Because AHIP and CMS are now leading the charge for aligning quality measures, we can expect all payers to jump on board with this effort. In the long run, this alignment should decrease the complexity and frustration physicians face as they attempt to demonstrate the quality of care they provide.

Turning Our Focus to the Best Quality Measures

Even as we celebrate this significant move toward standardization, we need to stop and acknowledge an extremely important issue. Yes, all providers will soon be measuring the same things, but are we really measuring the right things?

The truth is that as an industry, we are still putting most of our focus on process-based metrics—on whether a provider did what the evidence shows was the right thing to do. For example, did the physician prescribe the right antibiotic at the right time? Did the nurse follow the correct protocols when inserting a central line? In short, did they follow the processes that we believe lead to better outcomes?

While these measures are useful and appropriate, they don’t measure actual outcomes. We can better serve our patients by retiring some of our process metrics and focusing more of our limited resources on measuring real outcomes.

A recent article published in the New England Journal of Medicine describes the situation very clearly:

“[I]n health care we’ve allowed ‘quality’ to be defined as compliance with evidence-based practice guidelines rather than as improvement in outcomes. Of the 1958 quality indicators in the National Quality Measures Clearinghouse, for example, only 139 (7%) are actual outcomes and only 32 (<2%) are patient-reported outcomes. Defaulting to measurement of discrete processes is understandable, given the historical organization of health care delivery around specialty services and fee-for-service payments. Yet process measurement has had limited effect on value. Such measures receive little attention from patients, who are interested in results.”

One body that exemplifies the kinds of quality measures we should focus on is the International Consortium for Health Outcomes Measurement (ICHOM). ICHOM thoughtfully defines patient-centric outcomes, with particular attention on patient-reported outcomes measures. A brief comparison between cardiology measures from CMS and from ICHOM illustrates the gap between where we are now in terms of our quality measures and where we need to be.

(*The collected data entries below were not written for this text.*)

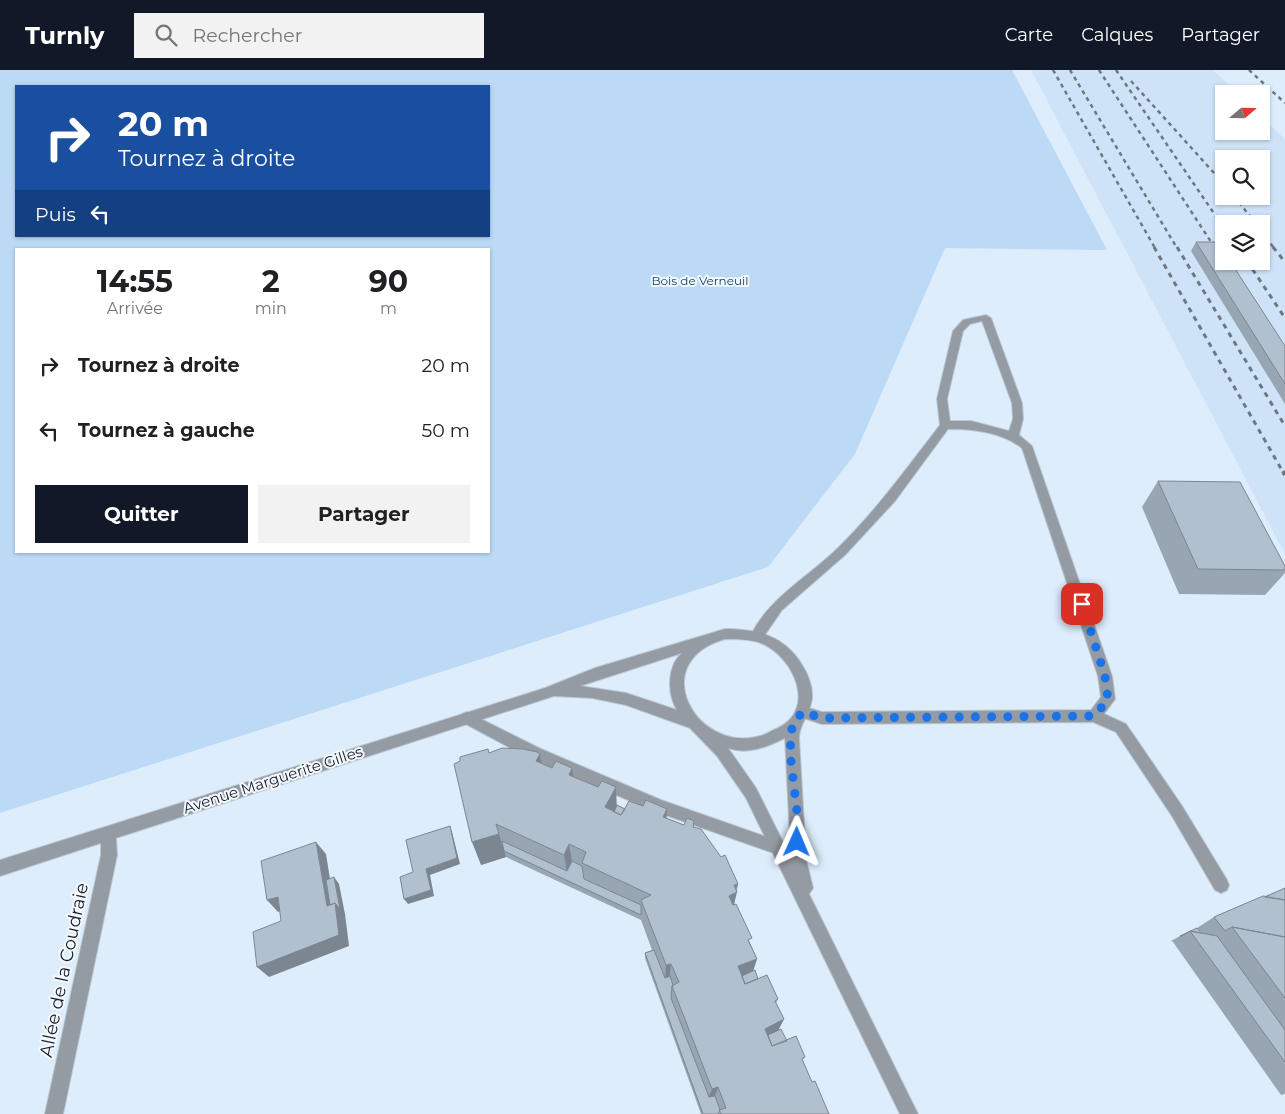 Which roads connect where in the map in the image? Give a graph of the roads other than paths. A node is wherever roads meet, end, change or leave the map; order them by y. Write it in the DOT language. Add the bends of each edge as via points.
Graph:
graph roads {
  1 [pos="946,425"];
  2 [pos="1012,436"];
  3 [pos="757,635"];
  4 [pos="704,642"];
  5 [pos="547,693"];
  6 [pos="802,712"];
  7 [pos="1094,716"];
  8 [pos="467,718"];
  9 [pos="691,722"];
  10 [pos="792,727"];
  11 [pos="704,733"];
  12 [pos="108,833"];
  13 [pos="779,848"];
  14 [pos="0,868"];
  15 [pos="1221,885"];
  16 [pos="822,935"];
  17 [pos="54,1114"];
  18 [pos="909,1114"];
  1 -- 2 [label="street" via="970,425"];
  1 -- 2 [label="street" via="942,399 958,331 962,323 986,318 1017,403 1018,419"];
  1 -- 3 [label="street" via="891,498 841,552 778,606"];
  2 -- 7 [label="street" via="1026,446 1105,676 1108,700"];
  3 -- 4 [label="street" via="725,634"];
  3 -- 6 [label="street" via="790,656 801,673 806,692"];
  4 -- 5 [label="street, Avenue Marguerite Gilles" via="595,674"];
  4 -- 9 [label="street" via="686,656 677,680 681,708"];
  5 -- 8 [label="street, Avenue Marguerite Gilles"];
  5 -- 9 [label="street, Avenue Marguerite Gilles" via="600,694 664,710"];
  6 -- 7 [label="street" via="822,718"];
  6 -- 10 [label="street"];
  7 -- 15 [label="street" via="1121,728 1177,811"];
  8 -- 12 [label="street, Avenue Marguerite Gilles"];
  8 -- 13 [label="street" via="536,754 650,802"];
  9 -- 11 [label="street"];
  10 -- 11 [label="street" via="776,738 758,744 740,745"];
  10 -- 16 [label="street" via="790,752 802,877"];
  11 -- 13 [label="street" via="722,751 747,786"];
  12 -- 14 [label="street, Avenue Marguerite Gilles"];
  12 -- 17 [label="street, Allée de la Coudraie" via="109,855"];
  13 -- 16 [label="street"];
  16 -- 18 [label="street"];
} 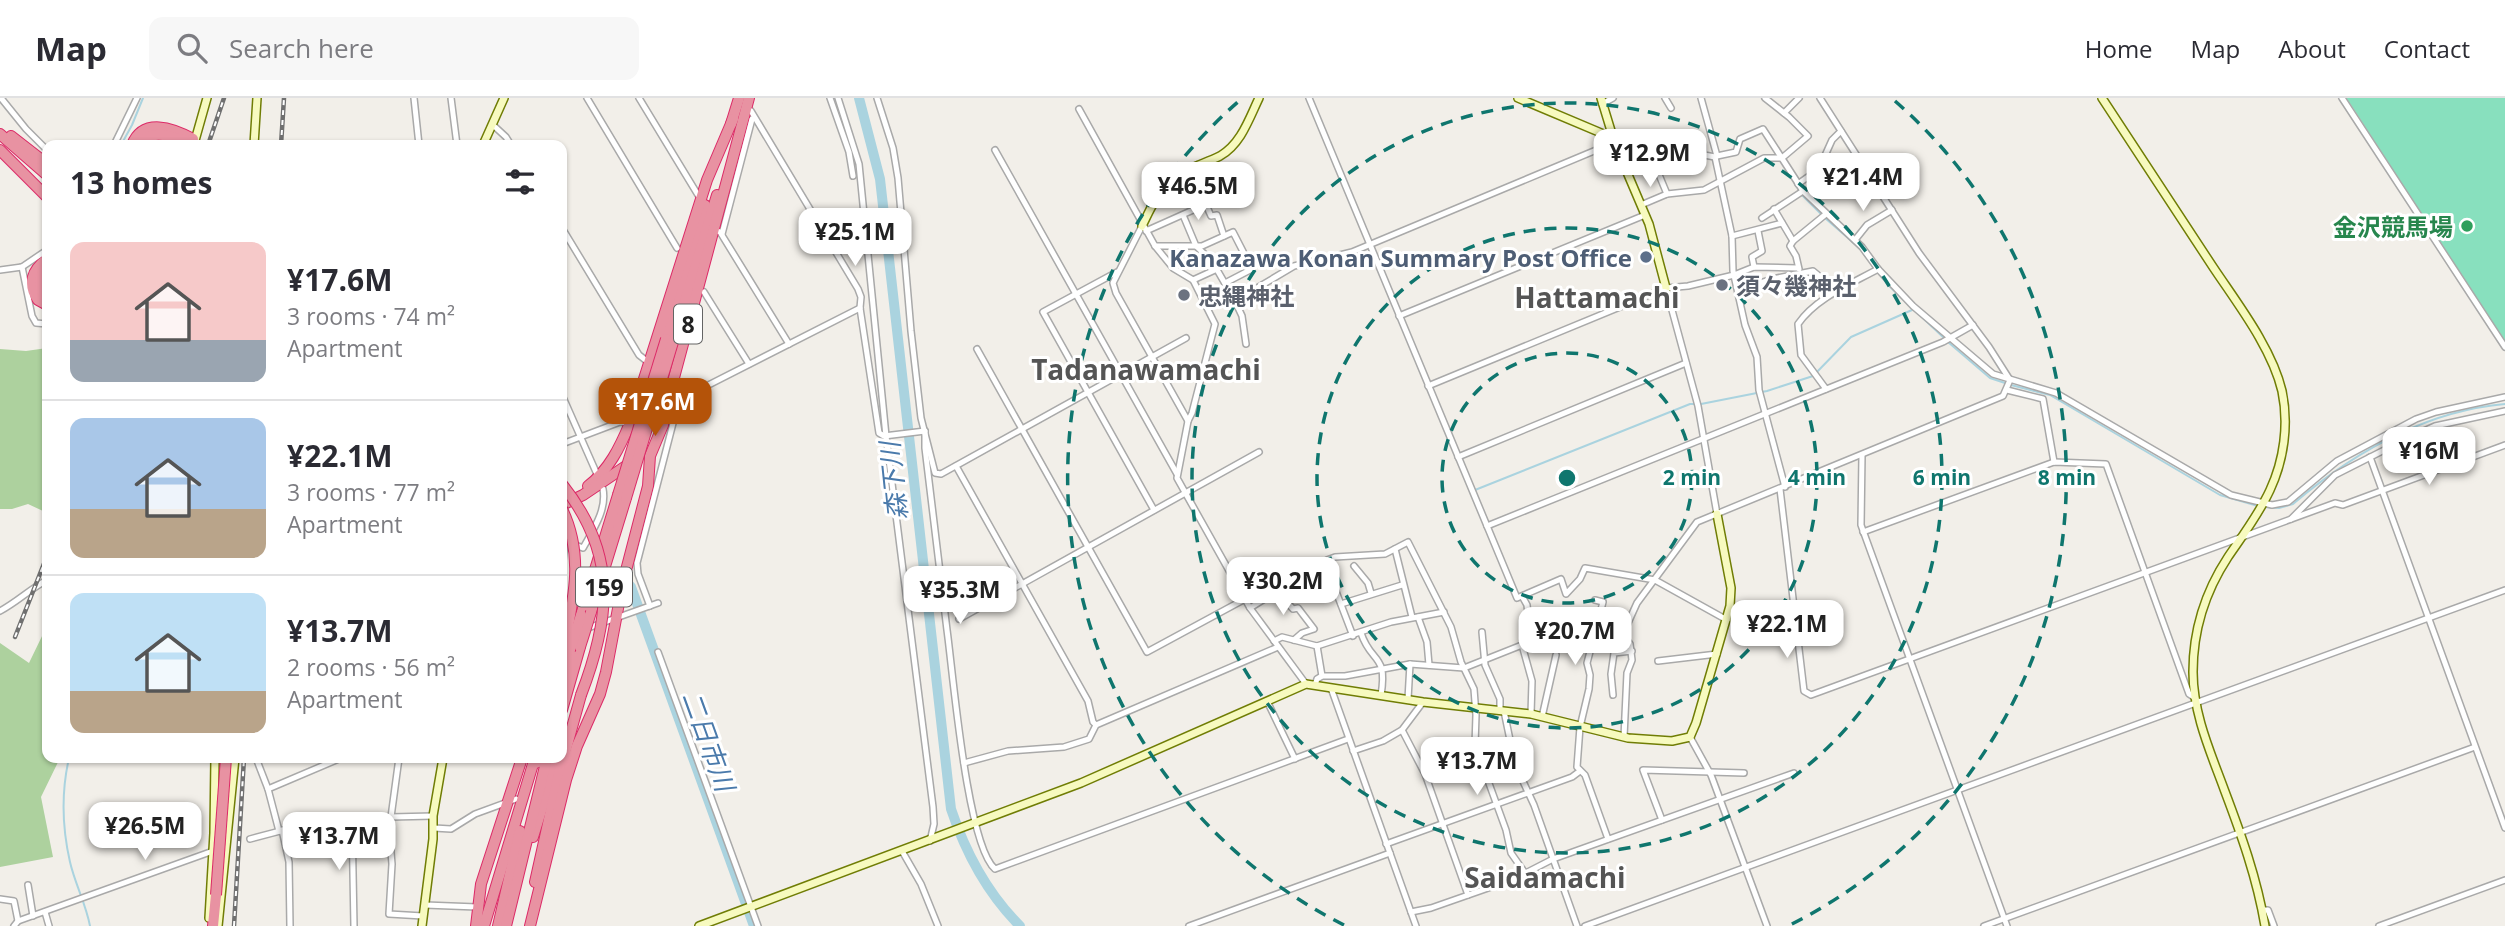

  • Measures for coronary artery disease
    • CMS measures whether the provider prescribed an antiplatelet therapy like aspirin or Plavix, because evidence shows that such therapies help reduce heart attacks. The sole focus of the measure is whether the medication was prescribed or not. We do not measure whether the patient filled the prescription, took it correctly, or experienced better outcomes because of it.
    • ICHOM doesn’t measure antiplatelet therapy. Instead, it focuses on patient-reported health status (angina, dyspnea, depression, functional status, health-related quality of life) during the first 30 days after treatment. It then measures those same factors annually for five years.
  • Measures for heart failure
    • CMS measures the 30 day all-cause mortality rate following heart failure hospitalization. In other words, after hospitalization, did a patient die within 30 days?
    • ICHOM measures all-cause mortality for five years after an index event. Such an event doesn’t have to be a dramatic incident like a hospital admission. It could be a routine checkup when a physician classifies a patient as high-risk for heart failure because of hypertension and high triglycerides.

ICHOM promulgates measures that center on the patient’s sense of health and wellbeing rather than on the steps the physician took in delivering care. Now, obviously it isn’t easy to jump from our current state to the ideal that ICHOM represents, but we as an industry should not stop aiming for it. As we continue to define how we think of population health, we must aspire to meaningful measures that accurately reflect the state of each individual’s health.